§ **Material shown**
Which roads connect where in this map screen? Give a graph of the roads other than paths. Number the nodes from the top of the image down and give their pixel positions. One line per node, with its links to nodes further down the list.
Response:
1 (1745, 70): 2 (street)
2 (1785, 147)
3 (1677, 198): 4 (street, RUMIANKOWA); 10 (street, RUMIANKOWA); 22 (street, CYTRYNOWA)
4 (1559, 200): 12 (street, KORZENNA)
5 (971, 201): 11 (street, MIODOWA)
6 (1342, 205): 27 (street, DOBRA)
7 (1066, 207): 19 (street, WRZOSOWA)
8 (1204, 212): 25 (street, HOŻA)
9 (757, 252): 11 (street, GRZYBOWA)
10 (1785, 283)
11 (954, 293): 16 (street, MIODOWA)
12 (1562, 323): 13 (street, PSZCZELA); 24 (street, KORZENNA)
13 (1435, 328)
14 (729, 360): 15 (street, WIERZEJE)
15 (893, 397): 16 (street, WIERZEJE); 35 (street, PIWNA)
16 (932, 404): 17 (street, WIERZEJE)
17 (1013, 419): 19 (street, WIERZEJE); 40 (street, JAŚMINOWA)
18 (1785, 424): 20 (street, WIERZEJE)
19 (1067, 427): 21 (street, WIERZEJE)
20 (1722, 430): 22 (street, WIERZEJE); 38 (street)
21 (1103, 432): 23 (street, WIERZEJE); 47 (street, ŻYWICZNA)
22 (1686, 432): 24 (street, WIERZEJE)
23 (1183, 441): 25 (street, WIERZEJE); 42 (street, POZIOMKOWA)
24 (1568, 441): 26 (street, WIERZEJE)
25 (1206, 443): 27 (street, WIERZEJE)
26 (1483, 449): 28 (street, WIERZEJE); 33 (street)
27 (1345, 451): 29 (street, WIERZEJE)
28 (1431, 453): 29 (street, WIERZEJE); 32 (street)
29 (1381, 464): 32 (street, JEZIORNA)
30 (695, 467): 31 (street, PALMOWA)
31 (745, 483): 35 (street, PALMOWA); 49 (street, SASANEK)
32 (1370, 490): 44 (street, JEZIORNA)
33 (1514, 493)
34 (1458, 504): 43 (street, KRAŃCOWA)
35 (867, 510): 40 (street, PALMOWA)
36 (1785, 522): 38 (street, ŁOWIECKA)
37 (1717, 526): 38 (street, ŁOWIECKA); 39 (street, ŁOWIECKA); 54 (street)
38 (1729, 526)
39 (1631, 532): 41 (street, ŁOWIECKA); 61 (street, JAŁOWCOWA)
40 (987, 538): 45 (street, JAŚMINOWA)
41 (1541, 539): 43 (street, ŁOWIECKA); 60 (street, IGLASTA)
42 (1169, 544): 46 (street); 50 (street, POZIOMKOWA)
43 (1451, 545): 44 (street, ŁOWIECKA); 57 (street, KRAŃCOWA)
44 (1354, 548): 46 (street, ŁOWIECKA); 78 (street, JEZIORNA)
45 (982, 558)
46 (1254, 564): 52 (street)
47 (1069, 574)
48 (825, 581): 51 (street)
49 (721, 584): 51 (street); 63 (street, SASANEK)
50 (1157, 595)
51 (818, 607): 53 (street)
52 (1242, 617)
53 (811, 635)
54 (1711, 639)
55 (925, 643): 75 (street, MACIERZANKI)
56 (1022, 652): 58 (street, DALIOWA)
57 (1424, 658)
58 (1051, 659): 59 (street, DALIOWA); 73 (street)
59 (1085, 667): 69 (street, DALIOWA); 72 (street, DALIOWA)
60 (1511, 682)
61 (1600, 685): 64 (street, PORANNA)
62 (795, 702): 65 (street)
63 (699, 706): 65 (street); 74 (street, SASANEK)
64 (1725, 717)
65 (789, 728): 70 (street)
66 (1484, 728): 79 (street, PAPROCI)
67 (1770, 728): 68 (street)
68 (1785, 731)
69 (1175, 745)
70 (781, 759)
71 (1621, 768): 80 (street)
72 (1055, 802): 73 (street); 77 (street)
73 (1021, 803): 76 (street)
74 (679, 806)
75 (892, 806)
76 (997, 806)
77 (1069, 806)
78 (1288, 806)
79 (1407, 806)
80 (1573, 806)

---

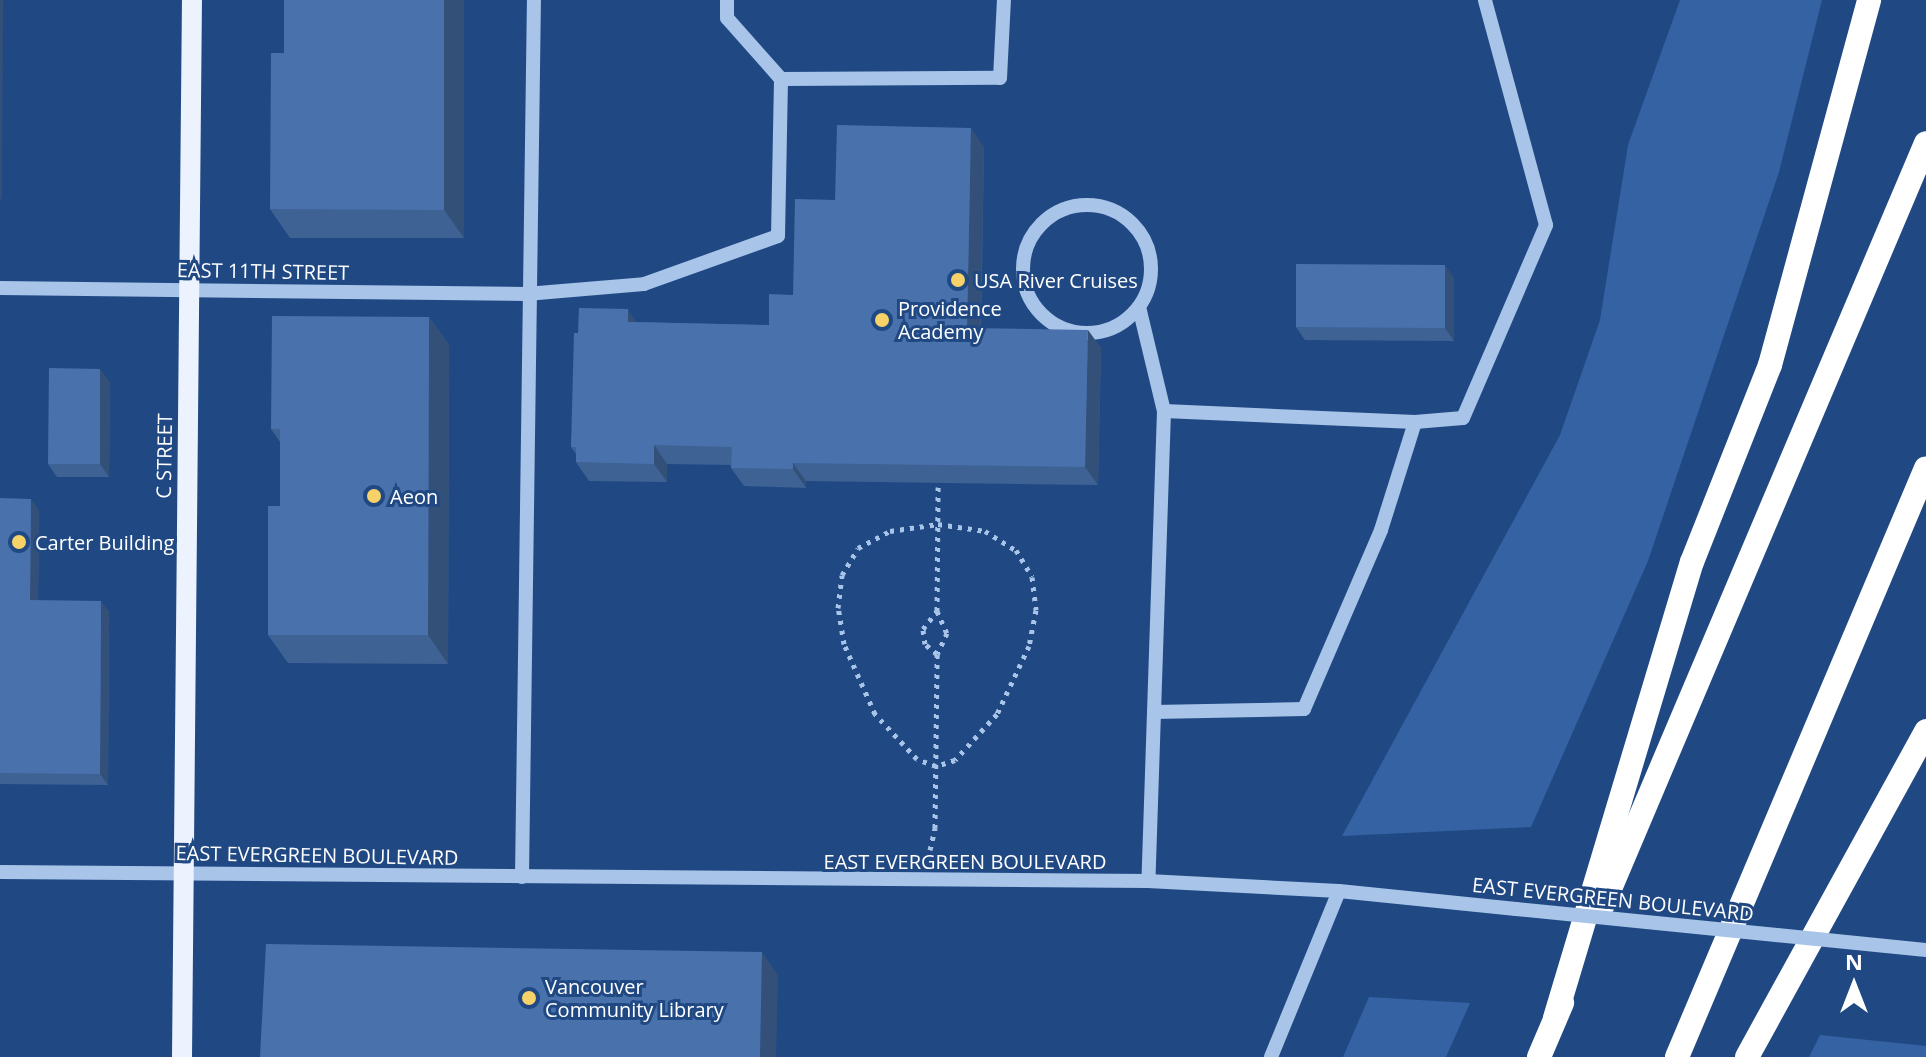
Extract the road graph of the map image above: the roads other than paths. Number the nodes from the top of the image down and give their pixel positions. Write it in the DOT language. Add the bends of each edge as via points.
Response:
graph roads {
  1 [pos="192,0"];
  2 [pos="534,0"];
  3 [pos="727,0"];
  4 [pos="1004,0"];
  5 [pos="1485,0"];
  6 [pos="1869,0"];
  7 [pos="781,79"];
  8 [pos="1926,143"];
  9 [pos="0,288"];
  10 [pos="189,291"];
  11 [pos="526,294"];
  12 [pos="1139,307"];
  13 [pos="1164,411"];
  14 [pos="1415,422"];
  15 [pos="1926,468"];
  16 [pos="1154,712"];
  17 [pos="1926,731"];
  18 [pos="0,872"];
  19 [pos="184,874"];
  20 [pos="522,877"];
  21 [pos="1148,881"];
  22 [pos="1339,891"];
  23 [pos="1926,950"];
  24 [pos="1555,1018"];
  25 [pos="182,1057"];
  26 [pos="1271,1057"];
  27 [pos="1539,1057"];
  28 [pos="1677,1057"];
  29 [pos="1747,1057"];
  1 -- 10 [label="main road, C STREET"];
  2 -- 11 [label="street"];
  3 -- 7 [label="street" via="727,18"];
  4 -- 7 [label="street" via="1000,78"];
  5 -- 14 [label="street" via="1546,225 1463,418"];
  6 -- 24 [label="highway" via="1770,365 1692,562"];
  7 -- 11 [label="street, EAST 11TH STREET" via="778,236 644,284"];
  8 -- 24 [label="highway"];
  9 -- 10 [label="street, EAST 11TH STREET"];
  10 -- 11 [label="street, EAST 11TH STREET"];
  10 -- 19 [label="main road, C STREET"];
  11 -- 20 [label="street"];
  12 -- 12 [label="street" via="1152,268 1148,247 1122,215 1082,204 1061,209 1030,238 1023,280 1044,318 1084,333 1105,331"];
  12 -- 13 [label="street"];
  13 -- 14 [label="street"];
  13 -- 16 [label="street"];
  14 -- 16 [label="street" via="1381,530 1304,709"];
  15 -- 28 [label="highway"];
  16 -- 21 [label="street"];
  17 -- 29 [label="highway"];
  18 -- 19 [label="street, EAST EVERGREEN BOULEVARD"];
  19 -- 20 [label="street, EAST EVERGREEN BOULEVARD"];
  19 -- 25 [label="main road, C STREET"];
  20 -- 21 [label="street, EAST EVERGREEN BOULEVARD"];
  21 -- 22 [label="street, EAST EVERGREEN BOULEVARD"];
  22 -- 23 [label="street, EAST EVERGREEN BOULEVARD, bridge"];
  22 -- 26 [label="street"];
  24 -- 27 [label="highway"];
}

* * *

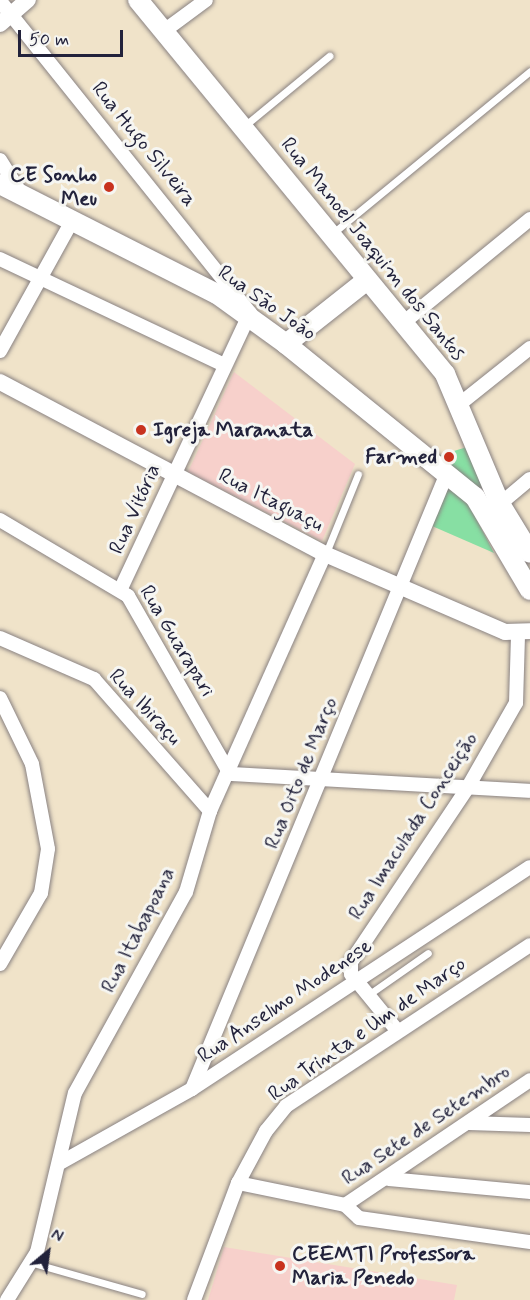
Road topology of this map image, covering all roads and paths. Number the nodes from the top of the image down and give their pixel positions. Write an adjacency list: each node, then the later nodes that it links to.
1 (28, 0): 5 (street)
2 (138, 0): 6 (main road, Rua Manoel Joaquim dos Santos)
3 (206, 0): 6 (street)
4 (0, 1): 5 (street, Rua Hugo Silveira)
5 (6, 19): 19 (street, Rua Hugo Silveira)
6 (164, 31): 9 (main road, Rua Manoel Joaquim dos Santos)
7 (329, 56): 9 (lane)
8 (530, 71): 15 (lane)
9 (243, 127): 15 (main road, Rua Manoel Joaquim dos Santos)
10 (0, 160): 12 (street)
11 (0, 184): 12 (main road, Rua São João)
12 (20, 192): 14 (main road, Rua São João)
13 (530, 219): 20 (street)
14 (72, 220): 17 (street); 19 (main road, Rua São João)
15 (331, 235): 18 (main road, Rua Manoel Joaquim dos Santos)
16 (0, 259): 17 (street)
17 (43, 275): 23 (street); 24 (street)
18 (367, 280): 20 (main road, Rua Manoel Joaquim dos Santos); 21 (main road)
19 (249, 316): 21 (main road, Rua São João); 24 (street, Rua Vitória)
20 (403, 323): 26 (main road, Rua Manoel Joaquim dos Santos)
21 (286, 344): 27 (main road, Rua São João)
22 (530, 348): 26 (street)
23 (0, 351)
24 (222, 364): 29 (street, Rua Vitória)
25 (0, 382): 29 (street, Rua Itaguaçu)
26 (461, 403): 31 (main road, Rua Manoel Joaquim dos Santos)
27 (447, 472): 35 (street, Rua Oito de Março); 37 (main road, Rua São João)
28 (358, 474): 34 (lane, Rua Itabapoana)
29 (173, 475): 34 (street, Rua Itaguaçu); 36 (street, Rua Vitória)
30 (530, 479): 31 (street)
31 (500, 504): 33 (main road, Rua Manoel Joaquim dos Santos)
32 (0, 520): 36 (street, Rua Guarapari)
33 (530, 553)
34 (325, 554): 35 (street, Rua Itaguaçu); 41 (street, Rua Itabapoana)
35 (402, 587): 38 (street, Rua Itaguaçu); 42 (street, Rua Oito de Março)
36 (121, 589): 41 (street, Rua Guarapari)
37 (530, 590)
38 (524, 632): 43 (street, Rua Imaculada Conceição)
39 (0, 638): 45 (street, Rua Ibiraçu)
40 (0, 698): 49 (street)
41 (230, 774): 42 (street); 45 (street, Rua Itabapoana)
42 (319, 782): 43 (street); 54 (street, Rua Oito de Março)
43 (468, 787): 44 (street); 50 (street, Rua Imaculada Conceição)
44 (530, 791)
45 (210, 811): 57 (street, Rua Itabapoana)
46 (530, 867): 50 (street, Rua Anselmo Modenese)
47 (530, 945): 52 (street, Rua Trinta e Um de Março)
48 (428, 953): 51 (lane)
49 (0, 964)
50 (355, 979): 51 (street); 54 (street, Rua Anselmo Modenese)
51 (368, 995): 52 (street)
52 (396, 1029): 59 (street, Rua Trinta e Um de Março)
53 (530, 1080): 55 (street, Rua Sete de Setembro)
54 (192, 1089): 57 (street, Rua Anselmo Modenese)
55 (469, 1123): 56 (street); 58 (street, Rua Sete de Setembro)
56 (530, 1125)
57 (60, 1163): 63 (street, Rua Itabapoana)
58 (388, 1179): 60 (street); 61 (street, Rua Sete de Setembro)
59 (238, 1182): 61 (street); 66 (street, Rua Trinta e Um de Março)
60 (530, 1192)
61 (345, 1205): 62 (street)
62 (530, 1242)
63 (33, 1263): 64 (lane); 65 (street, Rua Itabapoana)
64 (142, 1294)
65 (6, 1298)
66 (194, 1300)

§ **What to work on**
Whenever a line in the material contains the word "EVERGREEN", copy that line.

§ **Solution to the problem**
  18 -- 19 [label="street, EAST EVERGREEN BOULEVARD"];
  19 -- 20 [label="street, EAST EVERGREEN BOULEVARD"];
  20 -- 21 [label="street, EAST EVERGREEN BOULEVARD"];
  21 -- 22 [label="street, EAST EVERGREEN BOULEVARD"];
  22 -- 23 [label="street, EAST EVERGREEN BOULEVARD, bridge"];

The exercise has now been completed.